OPM Ref. #1996-01678 provides:

  1. Given the requirements imposed by the meat and poultry inspection statutes, overtime travel to provide required inspection coverage for vacant slaughter positions (where budgetary and staffing limitations preclude or delay filling the vacancy) meet the 5 U.S.C. § 5542(b)(2)(B) criteria for compensation. The limitations and the requirement for inspection presence provide the "administratively uncontrollable event necessitating travel and precluding scheduling of the travel during the regular working hours" that justifies compensation under Title 5.
     
  2. The proper method for calculating overtime pay for travel to a temporary duty (TDY) near an employee's permanent duty station is the difference between the employee's regular commuting time to the employee's permanent duty station and the travel time between the employee's residence and the TDY location.

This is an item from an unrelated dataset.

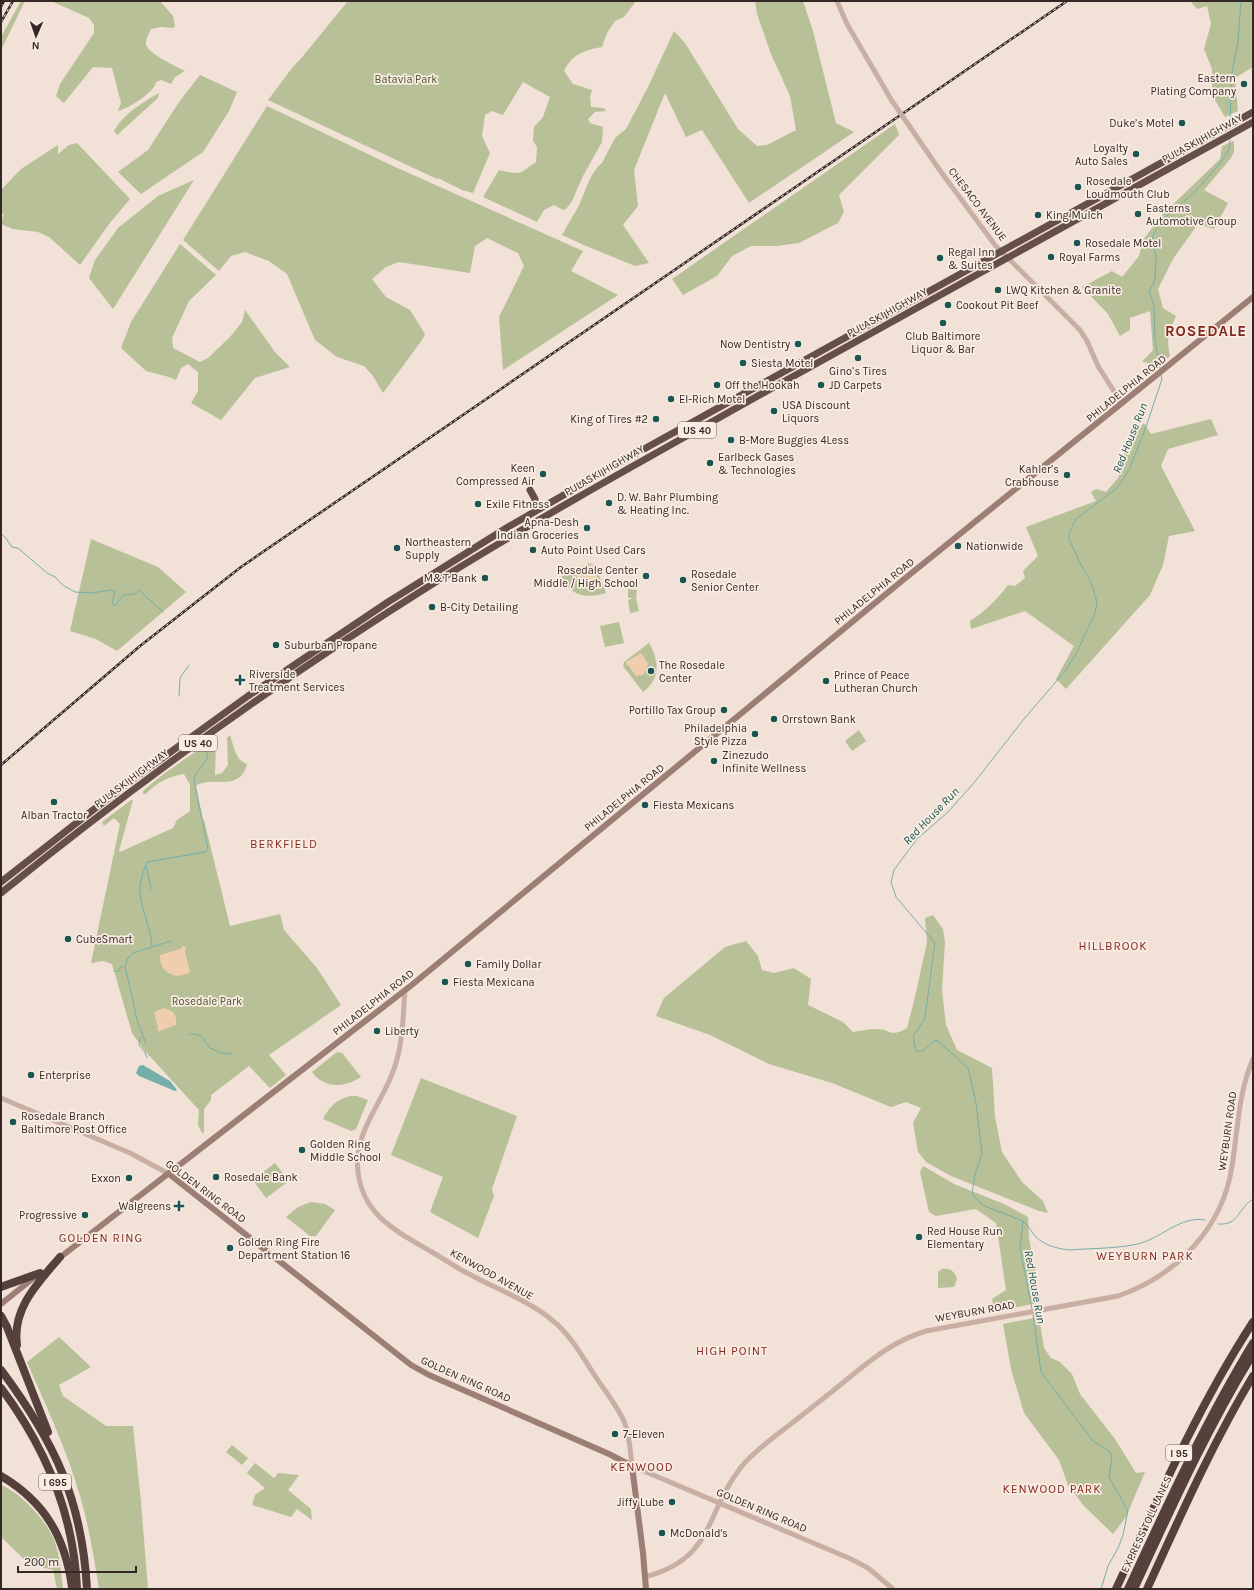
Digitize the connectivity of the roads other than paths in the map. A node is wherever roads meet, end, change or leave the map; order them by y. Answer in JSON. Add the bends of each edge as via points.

See 5 CFR § 550.112(j)(2). However, that section also states that an agency may define a radius of up to 50 miles for determining whether an employee is entitled for overtime pay for travel away from the employee's official duty station. Section 550.112(j). Therefore, if the TDY site … is within the mileage radius from ….the permanent duty station prescribed by FSIS or Agriculture, he [veterinarian] would not be entitled to overtime. To clarify, the mileage radius is drawn from the city limits of the official duty station, and not from the employee's residence.
     
  3. The statutory limitation on claims is six years, and you [the agency] may not adjust this time by administrative regulation. See U.S.C. § 3702(b). However, it is a claimant's responsibility to establish the legal liability of the United States and the right to payment. 4 CFR § 31.7. Therefore, the burden is on your [agency's] employees to document any overtime claims they might present. To the extent your [agency] employees are able to document their claims, though, they are entitled to back pay for claims arising within six years of the date of their claims are presented to the agency.

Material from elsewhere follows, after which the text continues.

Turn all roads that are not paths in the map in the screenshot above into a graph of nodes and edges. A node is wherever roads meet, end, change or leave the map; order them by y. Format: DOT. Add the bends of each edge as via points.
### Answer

In the claim, the claimant references an assignment in 1991, and asks that the six-year statute of limitations be waived. However, based on the statute of limitation for claims against the United States that limits the period of reimbursement to six years, actions that occurred in 1991 are time barred. The Office of Personnel Management does not have authority to disregard the provisions of the Barring Act, make exceptions to its provisions, or waive the time limitation that it imposes.

According to 5 CFR 178.105, the burden of proof is on the claimant to establish the liability of the United States and the claimant's right to payment. OPM does not conduct adversary hearings, but settles claims on the basis of the evidence submitted by the claimant and the written record submitted by the government agency involved in the claim. 5 CFR 178.105; Matter of John B. Tucker, B-215346, March 29, 1985. Where the agency's factual determination is reasonable, we will not substitute our judgment for that of the agency. See, e.g., Jimmie D. Brewer, B-205452, Mar. 15, 1982, as cited in Philip M. Brey, supra. According to 5 CFR 178.107, an OPM decision is final. No further administrative review is available within OPM. Nothing in this settlement limits the claimant's right to bring an action in an appropriate United States Court. The claim is denied.